Her message to the crowd was Jesus Christ is the only one that saves people from wrong-doing.
"I do not convince anyone. Jesus does it. I am an instrument of God. I am a useful servant and I told them that we are on the last days, and the days are coming with false doctrines and false prophets, and none of those things in life save your soul. Jesus Christ is the only one that saves. He is the only one that forgives sins" she said.
While most in the audience approved the message, some didn't like the way it was delivered.
"I think it's really great. It shows they (the Southern Baptists) have a lot of faith. I'm not a big supporter of what they've said about other religions, but I am not a big supporter of organized religion," said Chris Herrera.

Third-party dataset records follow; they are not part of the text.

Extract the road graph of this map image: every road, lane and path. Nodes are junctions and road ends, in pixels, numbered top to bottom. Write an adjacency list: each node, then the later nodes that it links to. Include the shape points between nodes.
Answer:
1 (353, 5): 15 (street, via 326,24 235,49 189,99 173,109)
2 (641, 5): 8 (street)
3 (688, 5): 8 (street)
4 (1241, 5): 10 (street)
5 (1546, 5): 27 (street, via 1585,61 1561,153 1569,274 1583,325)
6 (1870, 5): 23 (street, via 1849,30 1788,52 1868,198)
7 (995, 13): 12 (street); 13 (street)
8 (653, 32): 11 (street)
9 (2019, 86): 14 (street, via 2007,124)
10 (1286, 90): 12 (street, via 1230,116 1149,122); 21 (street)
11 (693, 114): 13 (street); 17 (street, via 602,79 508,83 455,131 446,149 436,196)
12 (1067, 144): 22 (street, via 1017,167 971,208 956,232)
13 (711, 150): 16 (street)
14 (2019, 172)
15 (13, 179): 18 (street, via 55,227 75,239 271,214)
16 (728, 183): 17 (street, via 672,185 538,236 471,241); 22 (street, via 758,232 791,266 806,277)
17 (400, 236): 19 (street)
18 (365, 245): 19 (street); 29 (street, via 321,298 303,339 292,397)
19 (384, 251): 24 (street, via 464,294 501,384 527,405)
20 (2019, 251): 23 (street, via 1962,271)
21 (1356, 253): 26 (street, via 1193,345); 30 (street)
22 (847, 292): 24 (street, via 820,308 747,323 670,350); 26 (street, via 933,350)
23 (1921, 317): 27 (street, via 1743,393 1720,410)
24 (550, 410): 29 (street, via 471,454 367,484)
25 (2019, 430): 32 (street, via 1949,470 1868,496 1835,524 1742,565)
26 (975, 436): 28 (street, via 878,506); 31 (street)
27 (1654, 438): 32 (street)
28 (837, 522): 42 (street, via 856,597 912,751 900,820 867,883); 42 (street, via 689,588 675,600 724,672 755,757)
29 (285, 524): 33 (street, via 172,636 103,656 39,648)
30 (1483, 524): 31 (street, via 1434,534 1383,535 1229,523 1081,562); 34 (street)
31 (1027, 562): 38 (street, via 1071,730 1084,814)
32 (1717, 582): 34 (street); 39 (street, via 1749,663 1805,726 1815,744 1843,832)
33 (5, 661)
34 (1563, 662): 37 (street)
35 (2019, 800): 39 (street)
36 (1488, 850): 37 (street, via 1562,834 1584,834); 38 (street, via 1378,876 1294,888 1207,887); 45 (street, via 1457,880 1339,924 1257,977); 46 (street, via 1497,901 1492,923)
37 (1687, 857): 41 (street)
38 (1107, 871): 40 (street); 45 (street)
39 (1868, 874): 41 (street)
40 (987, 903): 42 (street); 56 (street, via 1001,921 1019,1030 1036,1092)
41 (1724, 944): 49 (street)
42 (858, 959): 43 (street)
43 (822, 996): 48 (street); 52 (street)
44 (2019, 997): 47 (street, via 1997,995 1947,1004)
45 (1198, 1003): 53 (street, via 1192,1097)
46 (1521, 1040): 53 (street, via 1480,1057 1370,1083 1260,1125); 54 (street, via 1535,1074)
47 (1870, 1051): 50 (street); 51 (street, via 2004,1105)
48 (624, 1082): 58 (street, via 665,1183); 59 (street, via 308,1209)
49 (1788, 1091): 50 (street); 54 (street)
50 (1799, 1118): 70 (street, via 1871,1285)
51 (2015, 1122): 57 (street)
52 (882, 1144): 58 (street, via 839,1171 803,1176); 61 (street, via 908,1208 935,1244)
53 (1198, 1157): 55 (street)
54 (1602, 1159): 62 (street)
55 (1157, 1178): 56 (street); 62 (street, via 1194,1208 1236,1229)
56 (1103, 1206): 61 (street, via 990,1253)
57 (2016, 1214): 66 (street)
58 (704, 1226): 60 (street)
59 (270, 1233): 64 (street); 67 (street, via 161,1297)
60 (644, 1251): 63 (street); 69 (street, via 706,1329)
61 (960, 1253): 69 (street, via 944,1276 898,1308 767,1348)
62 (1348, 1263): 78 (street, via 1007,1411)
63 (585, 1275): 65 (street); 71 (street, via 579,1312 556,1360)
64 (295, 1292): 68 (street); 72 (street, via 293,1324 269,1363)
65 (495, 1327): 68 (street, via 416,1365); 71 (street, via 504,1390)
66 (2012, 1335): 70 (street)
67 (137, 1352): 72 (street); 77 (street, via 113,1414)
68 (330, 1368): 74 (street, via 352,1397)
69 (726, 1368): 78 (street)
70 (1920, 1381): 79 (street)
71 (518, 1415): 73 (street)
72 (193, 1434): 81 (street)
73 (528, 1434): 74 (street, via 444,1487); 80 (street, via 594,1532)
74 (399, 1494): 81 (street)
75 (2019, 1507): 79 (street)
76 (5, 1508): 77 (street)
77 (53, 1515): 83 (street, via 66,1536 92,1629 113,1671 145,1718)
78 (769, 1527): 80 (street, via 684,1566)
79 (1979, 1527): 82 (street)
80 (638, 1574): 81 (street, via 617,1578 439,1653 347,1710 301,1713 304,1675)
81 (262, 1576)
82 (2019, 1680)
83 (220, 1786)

"I came to see Yuri and praise the Lord. People love it. Yuri is the main focus for us. The doctrine is different from the LDS religion. We're trying to reach everyone," said Rosangela Corado.
"We live in a world that is lost, a world that is looking for a meaning in life, and we know that because teenagers are killing adults, there's a lot of adultery, people (are) involved in drugs, and that's why people need to hear the message of hope," said Enio Aguero, ethnic and chaplaincy consultant for the Utah-Idaho Southern Baptist Convention.
About 10,000 people were expected to attend a concert given by Yuri Saturday night at Franklin Quest Field.